All this time ladies and gentlemen and active boys
were engaged in carrying books from the shelves,
and portraits from the walls of the library, whose
spacious halls were soon filled with smoke. In this
way the portraits of J. E. B. Stuart; the philanthropist
W. W. Corcoran; Cabell, Jefferson's able
coadjutor, and many others of distinguished connection
with the University, were saved, and continue
among the treasures of the institution.

Alexander Galt's marble figure of Jefferson
seemed the one thing beyond the powers of men to
remove unaided by machinery.

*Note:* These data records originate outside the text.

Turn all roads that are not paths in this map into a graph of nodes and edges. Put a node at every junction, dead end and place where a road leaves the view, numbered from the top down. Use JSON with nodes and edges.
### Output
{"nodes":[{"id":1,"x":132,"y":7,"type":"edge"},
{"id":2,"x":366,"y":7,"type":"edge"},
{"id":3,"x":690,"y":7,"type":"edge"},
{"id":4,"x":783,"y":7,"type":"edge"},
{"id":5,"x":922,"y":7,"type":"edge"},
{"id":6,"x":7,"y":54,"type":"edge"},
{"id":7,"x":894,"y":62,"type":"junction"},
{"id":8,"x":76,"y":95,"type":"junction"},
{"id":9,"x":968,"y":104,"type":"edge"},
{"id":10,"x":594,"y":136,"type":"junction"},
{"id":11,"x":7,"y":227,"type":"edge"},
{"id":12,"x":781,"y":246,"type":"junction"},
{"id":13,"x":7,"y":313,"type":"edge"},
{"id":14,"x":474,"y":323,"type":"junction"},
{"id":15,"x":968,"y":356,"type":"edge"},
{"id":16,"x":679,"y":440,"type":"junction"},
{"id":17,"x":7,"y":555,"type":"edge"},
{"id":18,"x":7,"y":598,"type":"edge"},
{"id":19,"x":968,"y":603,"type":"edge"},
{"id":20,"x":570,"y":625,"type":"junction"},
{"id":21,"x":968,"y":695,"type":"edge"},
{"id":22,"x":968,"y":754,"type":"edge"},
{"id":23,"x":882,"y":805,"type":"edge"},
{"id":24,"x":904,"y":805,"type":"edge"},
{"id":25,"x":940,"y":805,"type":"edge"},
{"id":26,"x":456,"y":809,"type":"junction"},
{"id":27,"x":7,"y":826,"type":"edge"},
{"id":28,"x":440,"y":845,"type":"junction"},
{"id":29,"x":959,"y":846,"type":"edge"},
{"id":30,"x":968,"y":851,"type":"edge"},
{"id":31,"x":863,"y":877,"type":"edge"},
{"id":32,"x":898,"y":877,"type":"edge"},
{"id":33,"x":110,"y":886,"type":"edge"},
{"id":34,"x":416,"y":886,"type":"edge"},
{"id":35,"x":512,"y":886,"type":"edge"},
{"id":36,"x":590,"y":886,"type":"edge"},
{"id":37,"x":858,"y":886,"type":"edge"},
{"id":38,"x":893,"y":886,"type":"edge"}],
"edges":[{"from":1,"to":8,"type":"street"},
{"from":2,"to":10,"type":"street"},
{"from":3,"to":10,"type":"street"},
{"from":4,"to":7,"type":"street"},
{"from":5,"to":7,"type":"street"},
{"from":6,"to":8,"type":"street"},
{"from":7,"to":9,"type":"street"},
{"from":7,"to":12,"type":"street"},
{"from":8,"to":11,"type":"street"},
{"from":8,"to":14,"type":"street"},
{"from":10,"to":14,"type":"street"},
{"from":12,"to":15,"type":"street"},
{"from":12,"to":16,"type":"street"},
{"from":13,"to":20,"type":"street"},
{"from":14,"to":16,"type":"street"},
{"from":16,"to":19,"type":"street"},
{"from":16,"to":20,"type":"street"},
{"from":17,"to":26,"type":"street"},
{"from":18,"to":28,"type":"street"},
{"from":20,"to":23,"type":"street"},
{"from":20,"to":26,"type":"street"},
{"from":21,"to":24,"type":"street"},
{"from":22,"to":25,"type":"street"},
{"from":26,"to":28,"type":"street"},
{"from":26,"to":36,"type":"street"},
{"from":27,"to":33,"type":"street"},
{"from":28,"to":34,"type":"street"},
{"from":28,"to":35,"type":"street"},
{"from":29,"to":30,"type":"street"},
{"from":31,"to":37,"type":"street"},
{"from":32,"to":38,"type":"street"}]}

Nobody would
have believed it possible, and yet twenty or thirty
students with no other appliances than a rope, a
mattress, and a table removed the statue from its
pedestal and conveyed it down two flights of circular
stairs to the Lawn, and with injuries so slight that
the casual observer does not detect them. How was
it done? A leader in this band of young men tells
the story in this vivid way:[1]

"Over yonder, surrounded by its iron railing with
its top spikes curving outward, in the same relative
position in which it stands today, was the splendid
marble statue of Jefferson by Galt. Remember that
in those days it stood on the main floor of the
Library, which is now the second gallery.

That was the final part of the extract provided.